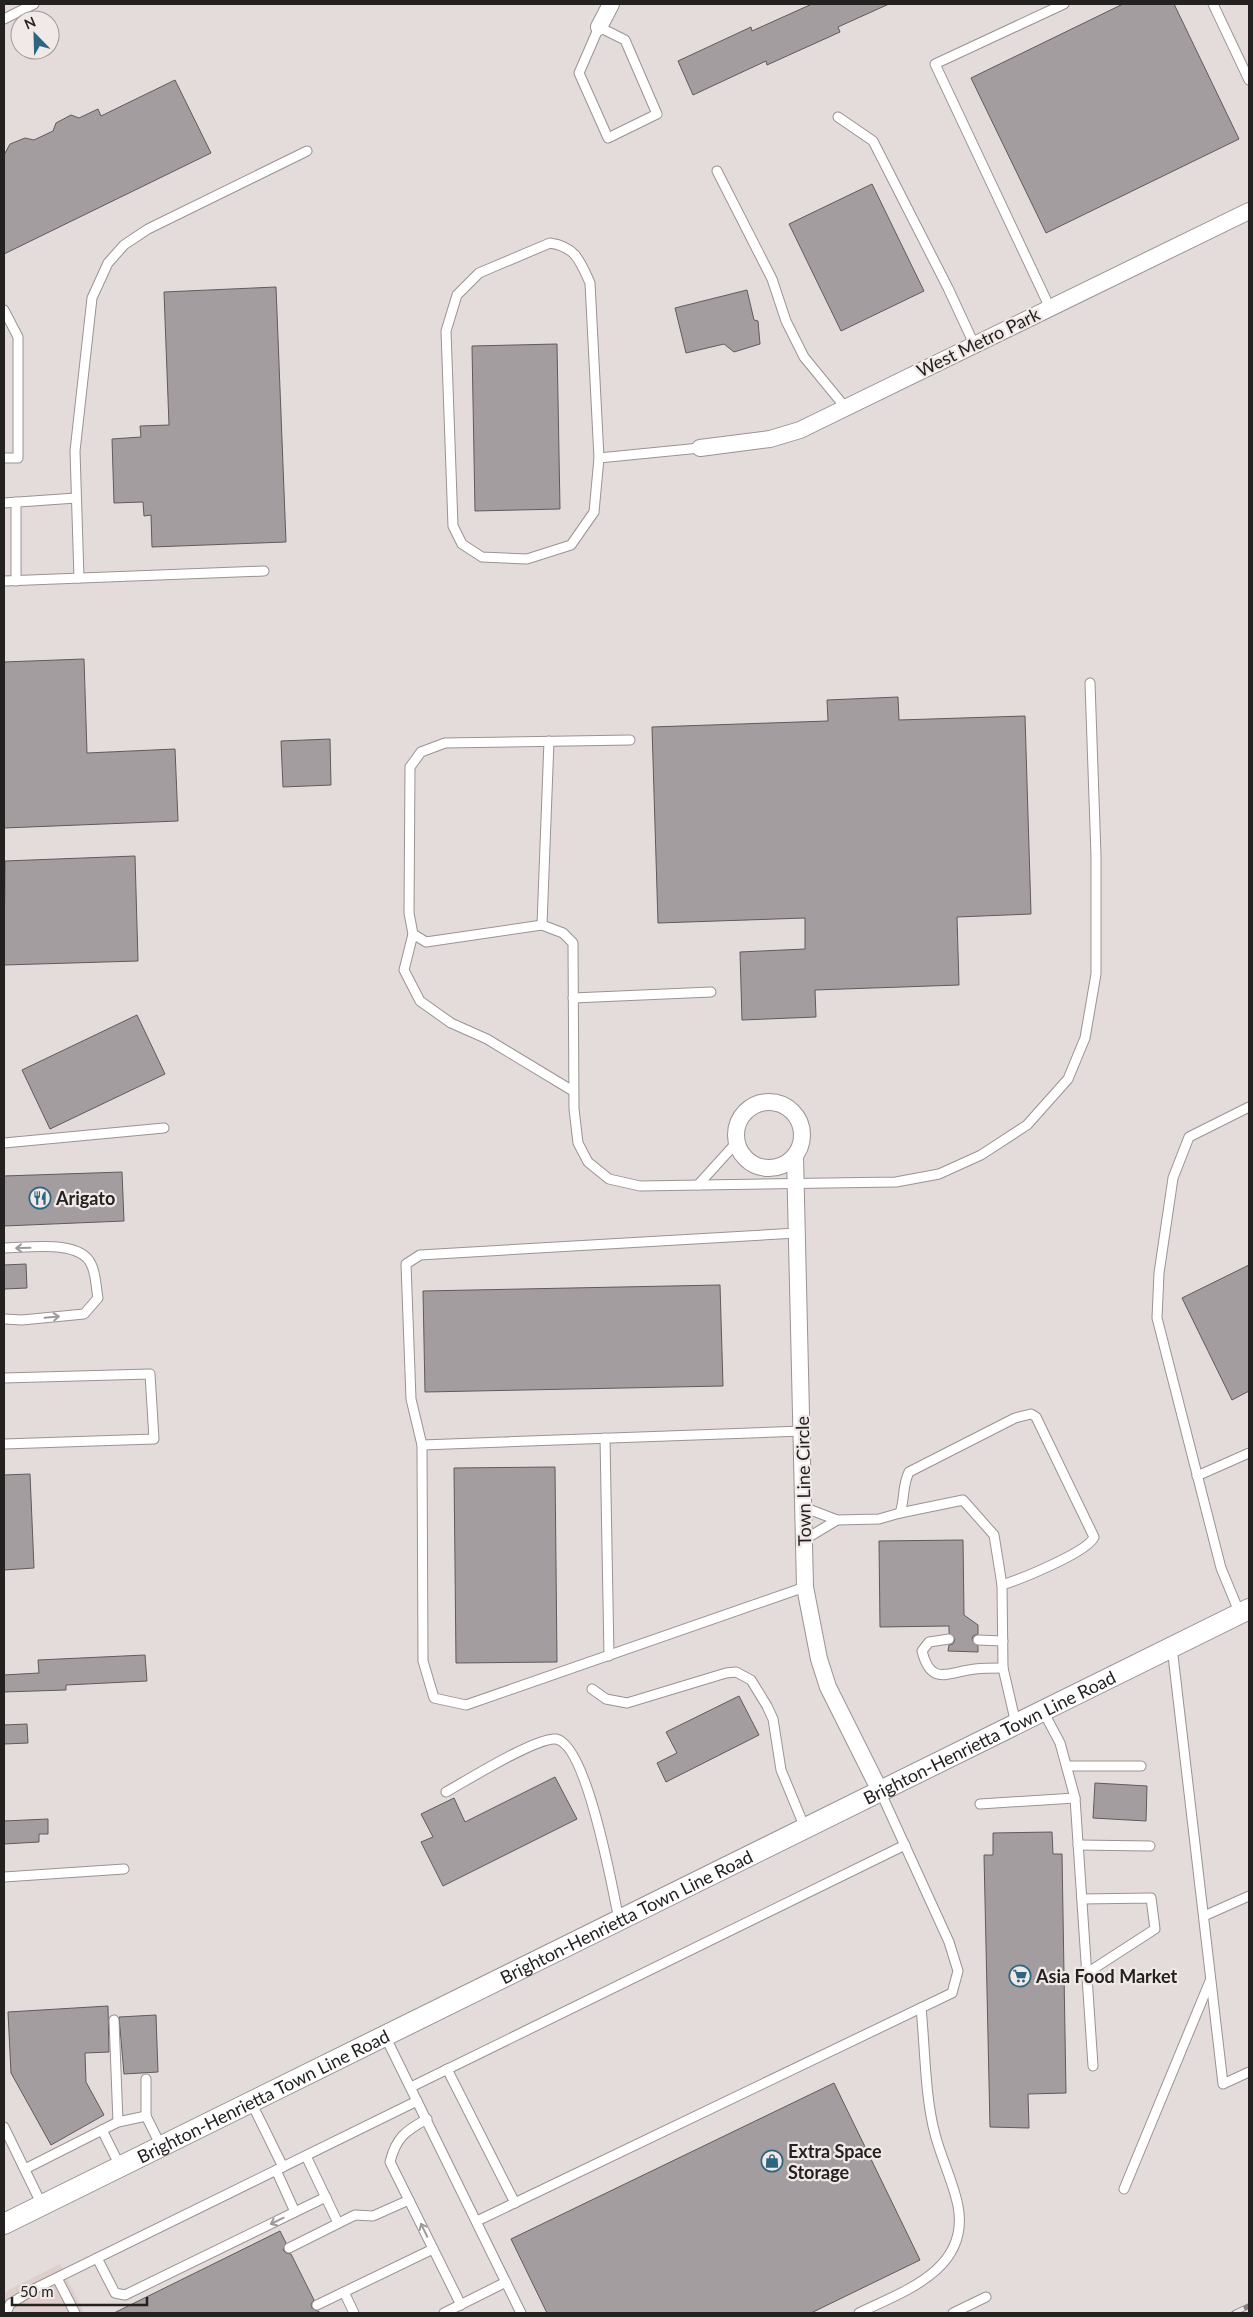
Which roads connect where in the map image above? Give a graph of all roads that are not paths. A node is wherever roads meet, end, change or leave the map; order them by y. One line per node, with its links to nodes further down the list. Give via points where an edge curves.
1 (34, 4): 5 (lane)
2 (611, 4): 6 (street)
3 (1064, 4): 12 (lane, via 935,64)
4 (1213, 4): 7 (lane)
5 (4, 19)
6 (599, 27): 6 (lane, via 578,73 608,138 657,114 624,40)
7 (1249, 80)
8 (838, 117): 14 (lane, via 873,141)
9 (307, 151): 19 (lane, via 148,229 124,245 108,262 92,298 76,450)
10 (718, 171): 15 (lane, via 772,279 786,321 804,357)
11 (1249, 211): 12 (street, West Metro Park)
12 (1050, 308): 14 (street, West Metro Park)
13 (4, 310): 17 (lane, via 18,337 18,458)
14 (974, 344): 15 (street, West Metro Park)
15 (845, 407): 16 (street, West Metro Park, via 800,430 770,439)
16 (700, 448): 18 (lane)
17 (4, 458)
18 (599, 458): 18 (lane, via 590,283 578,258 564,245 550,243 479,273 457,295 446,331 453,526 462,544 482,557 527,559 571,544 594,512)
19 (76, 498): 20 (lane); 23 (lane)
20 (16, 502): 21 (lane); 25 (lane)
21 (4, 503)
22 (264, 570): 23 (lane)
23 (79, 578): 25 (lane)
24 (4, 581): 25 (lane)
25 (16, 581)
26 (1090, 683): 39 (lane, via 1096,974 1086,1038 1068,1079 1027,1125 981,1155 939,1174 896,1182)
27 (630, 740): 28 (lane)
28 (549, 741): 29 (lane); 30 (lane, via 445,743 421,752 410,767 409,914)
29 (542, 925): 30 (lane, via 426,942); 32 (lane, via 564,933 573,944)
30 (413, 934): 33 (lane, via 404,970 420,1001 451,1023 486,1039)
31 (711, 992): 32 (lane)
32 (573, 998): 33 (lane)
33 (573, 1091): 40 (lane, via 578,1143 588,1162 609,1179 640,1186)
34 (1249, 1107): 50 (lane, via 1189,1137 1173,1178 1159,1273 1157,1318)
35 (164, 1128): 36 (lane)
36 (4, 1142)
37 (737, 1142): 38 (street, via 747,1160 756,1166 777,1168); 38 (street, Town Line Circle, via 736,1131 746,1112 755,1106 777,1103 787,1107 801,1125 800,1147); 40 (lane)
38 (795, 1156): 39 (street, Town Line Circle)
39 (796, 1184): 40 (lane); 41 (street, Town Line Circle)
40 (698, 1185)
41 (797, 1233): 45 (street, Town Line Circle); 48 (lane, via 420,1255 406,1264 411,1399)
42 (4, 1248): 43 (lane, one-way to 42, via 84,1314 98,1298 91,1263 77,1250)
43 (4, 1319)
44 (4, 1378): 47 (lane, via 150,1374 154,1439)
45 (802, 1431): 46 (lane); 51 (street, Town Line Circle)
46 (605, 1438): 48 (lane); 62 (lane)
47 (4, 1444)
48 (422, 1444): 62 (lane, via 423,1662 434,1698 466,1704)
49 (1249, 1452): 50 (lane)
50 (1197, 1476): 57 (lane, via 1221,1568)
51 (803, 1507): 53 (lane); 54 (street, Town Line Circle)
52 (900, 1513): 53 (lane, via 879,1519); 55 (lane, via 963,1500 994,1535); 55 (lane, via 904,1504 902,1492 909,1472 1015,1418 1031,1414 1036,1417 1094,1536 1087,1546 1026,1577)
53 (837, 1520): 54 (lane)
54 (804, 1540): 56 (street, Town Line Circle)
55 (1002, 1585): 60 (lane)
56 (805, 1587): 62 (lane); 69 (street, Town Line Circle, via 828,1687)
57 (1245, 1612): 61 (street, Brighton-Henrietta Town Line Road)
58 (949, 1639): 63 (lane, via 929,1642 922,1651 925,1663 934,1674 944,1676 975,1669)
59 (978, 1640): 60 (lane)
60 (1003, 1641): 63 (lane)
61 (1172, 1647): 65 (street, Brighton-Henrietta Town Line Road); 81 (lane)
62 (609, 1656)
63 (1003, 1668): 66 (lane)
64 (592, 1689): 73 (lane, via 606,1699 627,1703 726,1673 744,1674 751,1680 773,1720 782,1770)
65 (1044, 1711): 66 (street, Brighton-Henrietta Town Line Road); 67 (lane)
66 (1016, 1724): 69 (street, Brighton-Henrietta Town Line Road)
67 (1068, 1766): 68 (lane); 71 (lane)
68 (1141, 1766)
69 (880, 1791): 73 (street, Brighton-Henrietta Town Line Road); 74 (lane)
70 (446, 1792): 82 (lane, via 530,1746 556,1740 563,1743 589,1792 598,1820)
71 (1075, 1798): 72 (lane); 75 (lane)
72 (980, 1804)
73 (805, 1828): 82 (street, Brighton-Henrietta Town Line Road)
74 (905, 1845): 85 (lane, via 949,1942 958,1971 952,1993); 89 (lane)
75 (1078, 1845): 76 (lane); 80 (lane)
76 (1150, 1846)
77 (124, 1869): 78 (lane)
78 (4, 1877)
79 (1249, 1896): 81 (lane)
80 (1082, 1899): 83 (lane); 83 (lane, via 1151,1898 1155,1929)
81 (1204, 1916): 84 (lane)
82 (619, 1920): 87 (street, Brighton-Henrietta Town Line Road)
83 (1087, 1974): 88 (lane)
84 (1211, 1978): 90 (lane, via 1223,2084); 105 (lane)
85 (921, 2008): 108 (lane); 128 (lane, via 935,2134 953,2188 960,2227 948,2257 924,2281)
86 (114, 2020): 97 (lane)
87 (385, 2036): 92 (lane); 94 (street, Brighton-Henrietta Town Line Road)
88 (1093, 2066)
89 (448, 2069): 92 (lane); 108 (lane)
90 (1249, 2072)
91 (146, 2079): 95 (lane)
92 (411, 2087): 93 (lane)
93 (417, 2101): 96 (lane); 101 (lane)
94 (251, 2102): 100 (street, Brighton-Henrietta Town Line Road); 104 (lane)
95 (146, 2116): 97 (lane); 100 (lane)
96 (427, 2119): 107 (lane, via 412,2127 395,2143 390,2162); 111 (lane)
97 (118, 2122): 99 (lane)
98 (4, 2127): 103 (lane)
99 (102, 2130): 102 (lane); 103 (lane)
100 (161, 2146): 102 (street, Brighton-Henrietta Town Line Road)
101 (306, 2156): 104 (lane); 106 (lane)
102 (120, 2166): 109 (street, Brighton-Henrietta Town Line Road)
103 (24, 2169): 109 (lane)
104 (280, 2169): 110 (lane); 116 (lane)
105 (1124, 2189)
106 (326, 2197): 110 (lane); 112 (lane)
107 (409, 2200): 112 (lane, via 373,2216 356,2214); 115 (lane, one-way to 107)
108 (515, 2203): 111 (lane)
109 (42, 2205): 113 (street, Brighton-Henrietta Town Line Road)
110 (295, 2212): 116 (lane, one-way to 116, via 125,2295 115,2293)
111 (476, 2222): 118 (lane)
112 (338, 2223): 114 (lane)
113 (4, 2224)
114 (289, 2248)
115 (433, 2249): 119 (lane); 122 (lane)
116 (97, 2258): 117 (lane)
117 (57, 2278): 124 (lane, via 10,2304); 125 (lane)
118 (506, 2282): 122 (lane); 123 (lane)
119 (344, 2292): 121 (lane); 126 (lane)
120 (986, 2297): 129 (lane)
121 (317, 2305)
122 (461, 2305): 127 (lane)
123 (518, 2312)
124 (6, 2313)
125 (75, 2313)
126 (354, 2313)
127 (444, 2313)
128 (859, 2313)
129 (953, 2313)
.....
## Task to carry out
Work out how many lines in the records above include the string "Metro", and provide that figure with no other text.

## Answer to this problem
4